Data records
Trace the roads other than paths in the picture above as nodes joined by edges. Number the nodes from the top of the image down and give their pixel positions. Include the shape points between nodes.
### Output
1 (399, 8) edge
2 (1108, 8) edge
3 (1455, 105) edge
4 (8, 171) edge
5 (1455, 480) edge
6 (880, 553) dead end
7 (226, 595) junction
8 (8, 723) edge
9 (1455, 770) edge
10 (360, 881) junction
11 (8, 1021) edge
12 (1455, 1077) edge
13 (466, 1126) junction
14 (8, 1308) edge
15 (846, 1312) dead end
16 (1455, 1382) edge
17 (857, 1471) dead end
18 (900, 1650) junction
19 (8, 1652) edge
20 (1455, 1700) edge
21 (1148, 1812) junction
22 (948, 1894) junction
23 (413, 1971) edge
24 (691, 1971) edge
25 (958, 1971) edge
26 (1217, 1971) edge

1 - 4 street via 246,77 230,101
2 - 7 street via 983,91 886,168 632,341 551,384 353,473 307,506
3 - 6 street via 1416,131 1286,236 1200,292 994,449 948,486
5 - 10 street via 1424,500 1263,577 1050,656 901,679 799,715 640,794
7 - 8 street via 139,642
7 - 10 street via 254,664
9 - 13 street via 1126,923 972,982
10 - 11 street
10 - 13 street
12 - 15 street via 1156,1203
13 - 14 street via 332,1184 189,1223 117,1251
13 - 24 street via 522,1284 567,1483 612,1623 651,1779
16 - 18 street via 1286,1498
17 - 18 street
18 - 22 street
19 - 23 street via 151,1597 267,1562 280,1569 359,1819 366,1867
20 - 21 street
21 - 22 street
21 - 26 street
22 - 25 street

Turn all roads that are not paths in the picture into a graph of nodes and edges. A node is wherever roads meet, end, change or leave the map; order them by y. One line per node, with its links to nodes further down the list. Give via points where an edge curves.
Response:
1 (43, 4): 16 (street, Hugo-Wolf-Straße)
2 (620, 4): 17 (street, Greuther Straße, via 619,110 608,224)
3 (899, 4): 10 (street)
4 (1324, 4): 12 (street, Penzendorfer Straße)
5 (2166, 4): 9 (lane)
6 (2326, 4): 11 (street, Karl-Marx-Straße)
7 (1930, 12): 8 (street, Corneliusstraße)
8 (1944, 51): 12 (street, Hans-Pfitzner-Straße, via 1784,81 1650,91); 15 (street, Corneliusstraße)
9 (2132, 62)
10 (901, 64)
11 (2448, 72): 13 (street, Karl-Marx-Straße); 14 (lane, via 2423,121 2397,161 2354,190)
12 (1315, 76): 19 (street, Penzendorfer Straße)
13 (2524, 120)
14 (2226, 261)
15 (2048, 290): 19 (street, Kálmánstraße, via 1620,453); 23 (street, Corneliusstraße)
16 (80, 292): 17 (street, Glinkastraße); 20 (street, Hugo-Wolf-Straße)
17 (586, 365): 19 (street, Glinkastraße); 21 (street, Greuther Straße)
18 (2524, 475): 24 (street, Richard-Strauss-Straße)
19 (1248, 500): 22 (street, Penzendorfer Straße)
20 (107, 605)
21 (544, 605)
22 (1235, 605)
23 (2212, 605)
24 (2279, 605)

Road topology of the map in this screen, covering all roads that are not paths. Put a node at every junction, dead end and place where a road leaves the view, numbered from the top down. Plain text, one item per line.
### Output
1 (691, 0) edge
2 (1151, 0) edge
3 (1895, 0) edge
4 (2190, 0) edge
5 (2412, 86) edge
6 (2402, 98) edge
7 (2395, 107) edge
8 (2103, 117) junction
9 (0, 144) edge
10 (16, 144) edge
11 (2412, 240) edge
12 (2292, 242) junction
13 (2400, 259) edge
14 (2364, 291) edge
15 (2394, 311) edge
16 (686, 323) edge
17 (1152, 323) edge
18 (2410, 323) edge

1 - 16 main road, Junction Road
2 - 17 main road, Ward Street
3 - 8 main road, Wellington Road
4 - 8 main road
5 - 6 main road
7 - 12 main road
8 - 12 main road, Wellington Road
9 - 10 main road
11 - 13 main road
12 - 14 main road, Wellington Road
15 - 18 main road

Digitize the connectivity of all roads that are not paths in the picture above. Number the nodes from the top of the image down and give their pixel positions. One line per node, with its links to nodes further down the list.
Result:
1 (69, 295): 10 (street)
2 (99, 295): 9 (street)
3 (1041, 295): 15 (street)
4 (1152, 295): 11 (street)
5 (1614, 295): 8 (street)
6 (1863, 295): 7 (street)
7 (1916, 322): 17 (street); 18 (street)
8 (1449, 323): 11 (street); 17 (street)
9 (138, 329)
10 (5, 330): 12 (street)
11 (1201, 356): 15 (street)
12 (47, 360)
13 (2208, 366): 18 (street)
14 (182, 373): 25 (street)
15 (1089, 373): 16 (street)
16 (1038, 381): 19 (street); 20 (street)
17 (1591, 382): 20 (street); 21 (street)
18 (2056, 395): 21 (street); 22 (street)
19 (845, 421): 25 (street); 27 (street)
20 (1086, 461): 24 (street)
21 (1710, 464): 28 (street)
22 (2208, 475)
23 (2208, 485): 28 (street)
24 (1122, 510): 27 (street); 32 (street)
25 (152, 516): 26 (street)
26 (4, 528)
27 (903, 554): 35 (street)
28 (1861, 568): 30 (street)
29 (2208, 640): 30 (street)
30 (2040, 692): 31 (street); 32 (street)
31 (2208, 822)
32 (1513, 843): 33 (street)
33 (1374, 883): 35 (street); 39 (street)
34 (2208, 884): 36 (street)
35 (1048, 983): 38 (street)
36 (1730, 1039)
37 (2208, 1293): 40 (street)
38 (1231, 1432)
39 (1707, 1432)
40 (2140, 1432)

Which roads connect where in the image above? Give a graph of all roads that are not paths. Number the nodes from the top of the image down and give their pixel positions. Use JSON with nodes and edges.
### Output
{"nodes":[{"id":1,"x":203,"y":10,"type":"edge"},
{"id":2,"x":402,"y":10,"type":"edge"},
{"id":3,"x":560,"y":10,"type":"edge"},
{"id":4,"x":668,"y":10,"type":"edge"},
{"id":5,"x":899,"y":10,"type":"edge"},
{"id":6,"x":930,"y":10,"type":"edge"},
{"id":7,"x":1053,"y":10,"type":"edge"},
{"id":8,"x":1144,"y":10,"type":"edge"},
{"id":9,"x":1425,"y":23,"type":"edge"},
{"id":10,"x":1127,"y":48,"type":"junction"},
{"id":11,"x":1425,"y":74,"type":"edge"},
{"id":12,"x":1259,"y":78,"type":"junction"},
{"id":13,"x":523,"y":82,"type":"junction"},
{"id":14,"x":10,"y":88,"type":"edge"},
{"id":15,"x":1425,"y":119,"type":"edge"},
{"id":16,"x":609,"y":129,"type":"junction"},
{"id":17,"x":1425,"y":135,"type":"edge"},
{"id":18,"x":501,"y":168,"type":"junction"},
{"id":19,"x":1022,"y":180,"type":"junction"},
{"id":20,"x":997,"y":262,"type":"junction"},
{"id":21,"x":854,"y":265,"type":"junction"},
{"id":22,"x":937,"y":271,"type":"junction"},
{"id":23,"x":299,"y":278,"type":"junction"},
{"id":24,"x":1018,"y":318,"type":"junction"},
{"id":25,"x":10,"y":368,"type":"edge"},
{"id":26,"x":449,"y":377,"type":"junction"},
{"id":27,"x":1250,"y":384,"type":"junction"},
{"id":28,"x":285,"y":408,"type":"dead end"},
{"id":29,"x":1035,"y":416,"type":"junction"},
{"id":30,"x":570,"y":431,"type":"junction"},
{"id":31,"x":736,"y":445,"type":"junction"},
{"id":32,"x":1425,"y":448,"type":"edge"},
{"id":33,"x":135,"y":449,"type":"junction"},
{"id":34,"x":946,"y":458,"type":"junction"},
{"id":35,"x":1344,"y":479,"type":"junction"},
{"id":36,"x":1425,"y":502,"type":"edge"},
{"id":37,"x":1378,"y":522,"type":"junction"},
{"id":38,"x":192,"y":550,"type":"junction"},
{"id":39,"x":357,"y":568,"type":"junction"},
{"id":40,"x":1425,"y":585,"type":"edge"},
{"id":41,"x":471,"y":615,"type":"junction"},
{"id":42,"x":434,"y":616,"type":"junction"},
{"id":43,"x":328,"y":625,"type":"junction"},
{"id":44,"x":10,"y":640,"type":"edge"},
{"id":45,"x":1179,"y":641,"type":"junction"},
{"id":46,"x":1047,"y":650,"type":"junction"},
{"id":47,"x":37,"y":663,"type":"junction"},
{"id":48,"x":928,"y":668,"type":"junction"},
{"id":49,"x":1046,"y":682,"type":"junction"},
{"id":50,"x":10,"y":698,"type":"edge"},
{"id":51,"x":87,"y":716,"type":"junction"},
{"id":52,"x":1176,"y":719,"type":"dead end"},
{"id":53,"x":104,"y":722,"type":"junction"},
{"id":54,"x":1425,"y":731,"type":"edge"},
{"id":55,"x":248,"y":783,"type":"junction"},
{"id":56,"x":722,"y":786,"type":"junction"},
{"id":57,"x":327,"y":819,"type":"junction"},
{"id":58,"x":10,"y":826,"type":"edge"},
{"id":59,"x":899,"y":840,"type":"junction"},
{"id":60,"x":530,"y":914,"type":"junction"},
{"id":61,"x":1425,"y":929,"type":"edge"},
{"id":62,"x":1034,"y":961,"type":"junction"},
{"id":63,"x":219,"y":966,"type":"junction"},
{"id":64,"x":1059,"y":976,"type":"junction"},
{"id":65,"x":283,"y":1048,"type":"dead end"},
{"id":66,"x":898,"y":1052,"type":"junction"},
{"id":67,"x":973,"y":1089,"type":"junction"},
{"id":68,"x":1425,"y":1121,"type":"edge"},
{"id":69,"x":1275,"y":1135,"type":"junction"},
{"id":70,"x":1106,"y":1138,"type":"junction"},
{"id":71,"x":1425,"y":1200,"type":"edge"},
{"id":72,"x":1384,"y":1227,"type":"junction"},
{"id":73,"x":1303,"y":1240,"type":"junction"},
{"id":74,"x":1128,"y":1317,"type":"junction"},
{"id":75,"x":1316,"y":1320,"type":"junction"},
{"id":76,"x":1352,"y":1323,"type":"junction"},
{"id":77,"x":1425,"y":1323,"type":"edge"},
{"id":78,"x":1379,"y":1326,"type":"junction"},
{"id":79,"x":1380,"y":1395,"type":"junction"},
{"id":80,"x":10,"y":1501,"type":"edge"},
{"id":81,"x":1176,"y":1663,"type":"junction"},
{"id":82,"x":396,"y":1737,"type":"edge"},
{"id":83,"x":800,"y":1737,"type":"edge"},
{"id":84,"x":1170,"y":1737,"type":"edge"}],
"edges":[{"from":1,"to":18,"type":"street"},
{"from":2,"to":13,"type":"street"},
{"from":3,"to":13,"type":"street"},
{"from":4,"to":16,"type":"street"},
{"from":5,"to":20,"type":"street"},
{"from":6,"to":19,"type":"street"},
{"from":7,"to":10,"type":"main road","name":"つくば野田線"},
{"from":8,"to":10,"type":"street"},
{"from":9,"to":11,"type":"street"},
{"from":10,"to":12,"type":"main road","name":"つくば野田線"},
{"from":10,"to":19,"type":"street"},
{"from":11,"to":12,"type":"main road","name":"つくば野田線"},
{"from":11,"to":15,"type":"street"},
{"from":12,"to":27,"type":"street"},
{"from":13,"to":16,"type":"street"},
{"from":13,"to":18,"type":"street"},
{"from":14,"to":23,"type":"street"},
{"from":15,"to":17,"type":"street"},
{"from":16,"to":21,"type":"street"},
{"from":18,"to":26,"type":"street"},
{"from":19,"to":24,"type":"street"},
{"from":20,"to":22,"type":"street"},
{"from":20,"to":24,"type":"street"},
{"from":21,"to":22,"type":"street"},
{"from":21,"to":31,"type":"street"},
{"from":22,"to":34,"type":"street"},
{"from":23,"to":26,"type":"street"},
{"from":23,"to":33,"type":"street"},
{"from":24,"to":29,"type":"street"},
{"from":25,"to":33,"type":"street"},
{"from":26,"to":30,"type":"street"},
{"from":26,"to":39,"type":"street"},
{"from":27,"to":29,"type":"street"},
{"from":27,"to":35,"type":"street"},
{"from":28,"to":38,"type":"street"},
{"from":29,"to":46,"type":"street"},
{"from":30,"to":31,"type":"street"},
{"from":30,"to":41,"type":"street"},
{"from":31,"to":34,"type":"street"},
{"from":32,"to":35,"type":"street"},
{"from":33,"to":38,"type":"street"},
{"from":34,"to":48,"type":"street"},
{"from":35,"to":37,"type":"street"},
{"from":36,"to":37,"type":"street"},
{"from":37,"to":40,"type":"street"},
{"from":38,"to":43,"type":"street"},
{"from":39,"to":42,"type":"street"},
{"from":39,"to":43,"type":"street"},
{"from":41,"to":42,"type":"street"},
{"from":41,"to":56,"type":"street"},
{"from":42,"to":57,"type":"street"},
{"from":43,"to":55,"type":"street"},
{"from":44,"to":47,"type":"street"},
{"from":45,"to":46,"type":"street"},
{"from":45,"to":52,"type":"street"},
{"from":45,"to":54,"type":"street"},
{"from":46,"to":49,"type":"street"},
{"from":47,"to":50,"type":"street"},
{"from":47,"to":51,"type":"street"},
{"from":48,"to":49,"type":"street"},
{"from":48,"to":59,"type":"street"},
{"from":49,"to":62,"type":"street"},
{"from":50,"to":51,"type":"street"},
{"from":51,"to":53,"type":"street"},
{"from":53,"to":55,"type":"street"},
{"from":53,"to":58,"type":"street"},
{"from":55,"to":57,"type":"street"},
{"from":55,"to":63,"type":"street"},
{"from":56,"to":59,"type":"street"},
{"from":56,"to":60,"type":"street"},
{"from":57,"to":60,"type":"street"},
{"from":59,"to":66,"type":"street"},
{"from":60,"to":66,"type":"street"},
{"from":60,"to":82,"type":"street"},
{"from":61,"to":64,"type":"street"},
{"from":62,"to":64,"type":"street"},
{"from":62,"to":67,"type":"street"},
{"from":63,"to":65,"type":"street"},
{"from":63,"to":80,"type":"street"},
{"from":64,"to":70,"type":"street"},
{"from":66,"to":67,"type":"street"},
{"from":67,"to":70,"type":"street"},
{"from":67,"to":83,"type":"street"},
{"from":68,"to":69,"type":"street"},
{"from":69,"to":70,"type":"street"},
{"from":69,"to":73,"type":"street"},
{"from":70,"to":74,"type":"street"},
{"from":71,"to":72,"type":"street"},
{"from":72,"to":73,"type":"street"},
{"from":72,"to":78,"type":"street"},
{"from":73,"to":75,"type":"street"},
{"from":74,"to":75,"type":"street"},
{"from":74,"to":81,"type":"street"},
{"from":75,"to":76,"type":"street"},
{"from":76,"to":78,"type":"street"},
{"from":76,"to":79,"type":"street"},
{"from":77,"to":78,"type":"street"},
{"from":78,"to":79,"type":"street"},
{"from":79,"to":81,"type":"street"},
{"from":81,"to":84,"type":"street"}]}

*PROBLEM DETAILS*.
Report how many lines above contain the string "Marx". Please write the number only.

*FINAL ANSWER*.
2